RECORDS TO USE section start

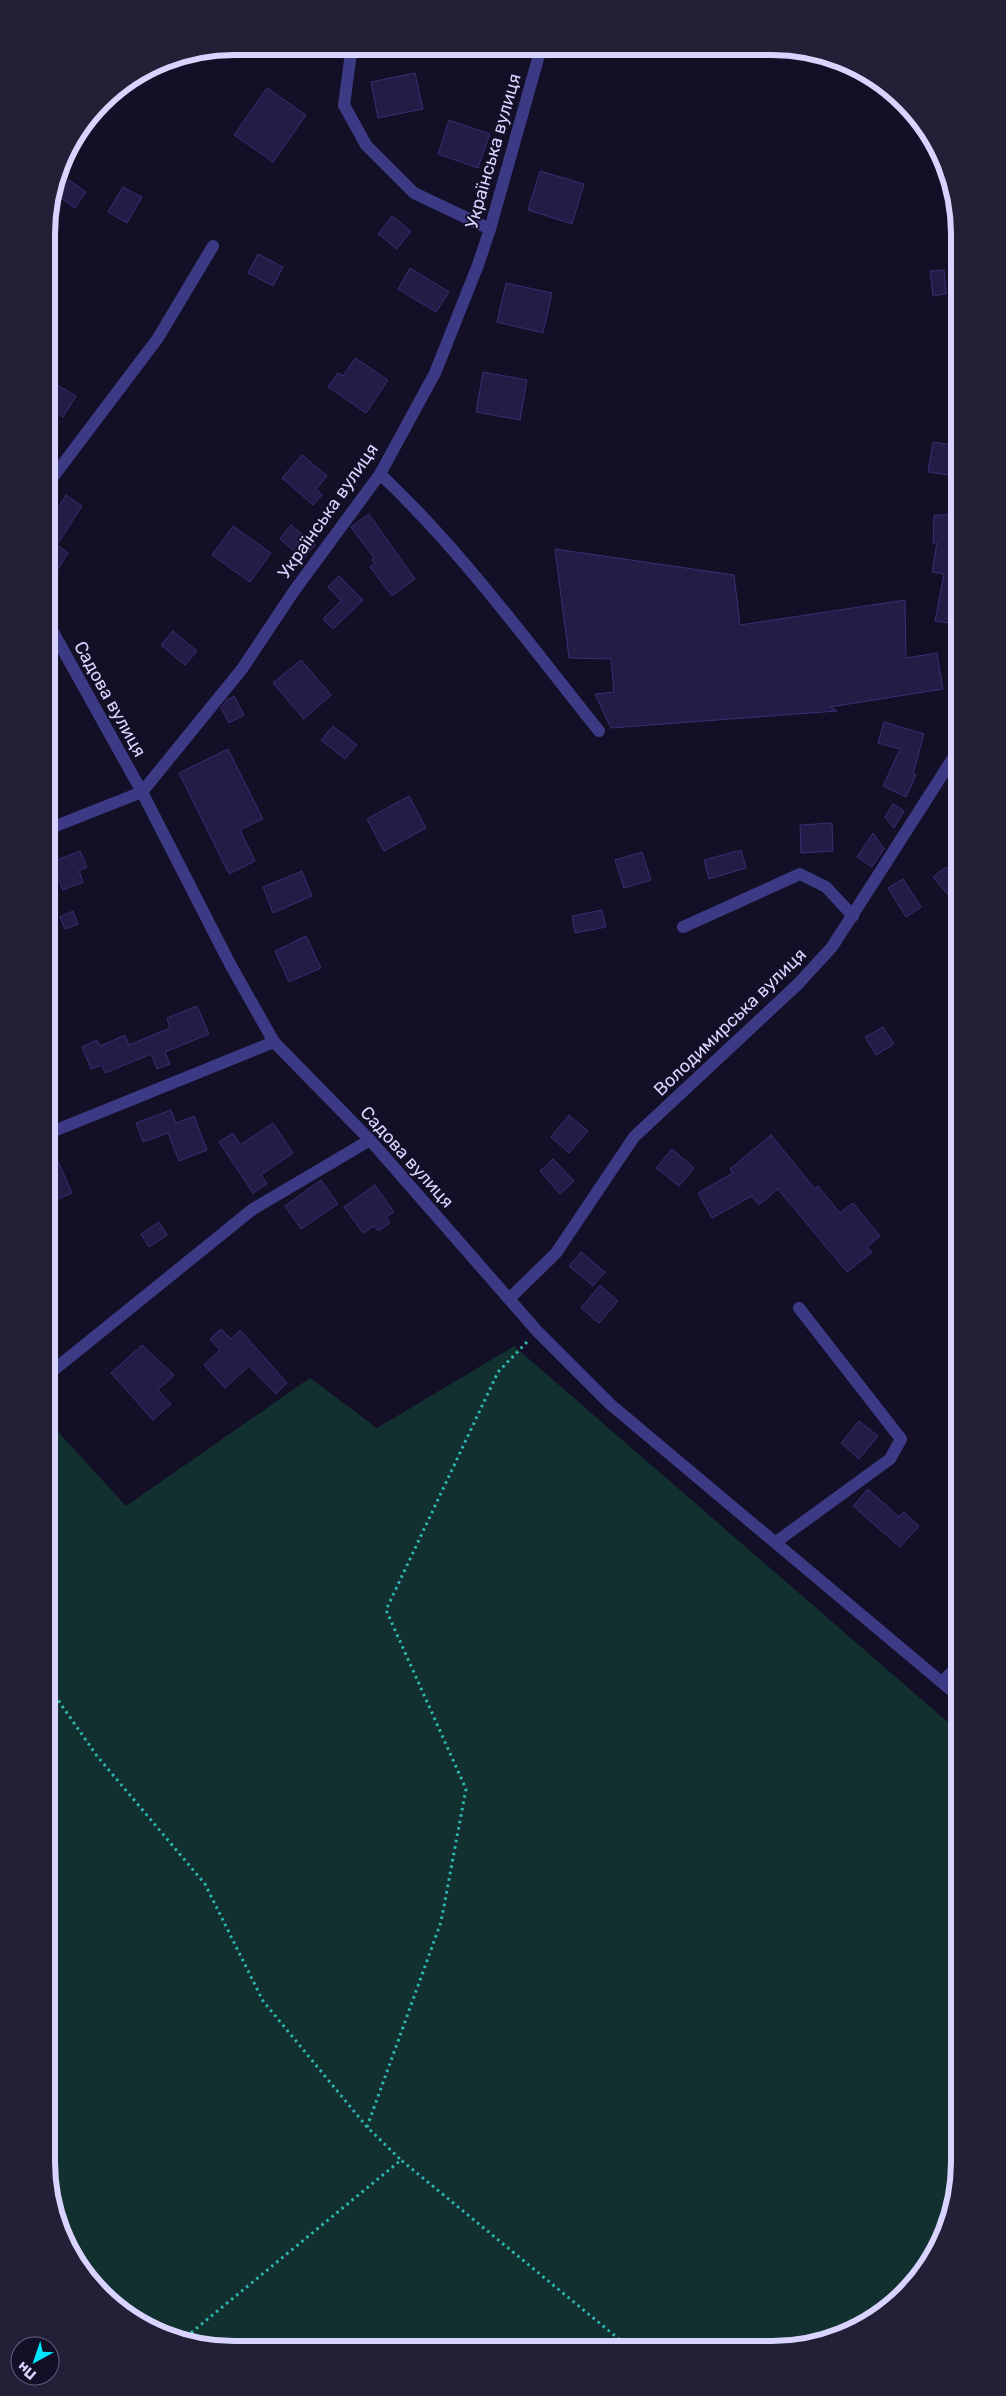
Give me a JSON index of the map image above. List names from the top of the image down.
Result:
{
  "streets": {
    "street": ["Українська вулиця", "Садова вулиця", "Володимирська вулиця"]
  },
  "crossings": [
    ["Українська вулиця", "Садова вулиця"],
    ["Садова вулиця", "Володимирська вулиця"]
  ],
  "north": "bottom left"
}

RECORDS TO USE section end

◆ WHAT THE TASK ASKS ◆
Without any of its images, the data above should be returned exactly.

◆ YOUR SOLUTION ◆
Give me a JSON index of the map image above. List names from the top of the image down.
Result:
{
  "streets": {
    "street": ["Українська вулиця", "Садова вулиця", "Володимирська вулиця"]
  },
  "crossings": [
    ["Українська вулиця", "Садова вулиця"],
    ["Садова вулиця", "Володимирська вулиця"]
  ],
  "north": "bottom left"
}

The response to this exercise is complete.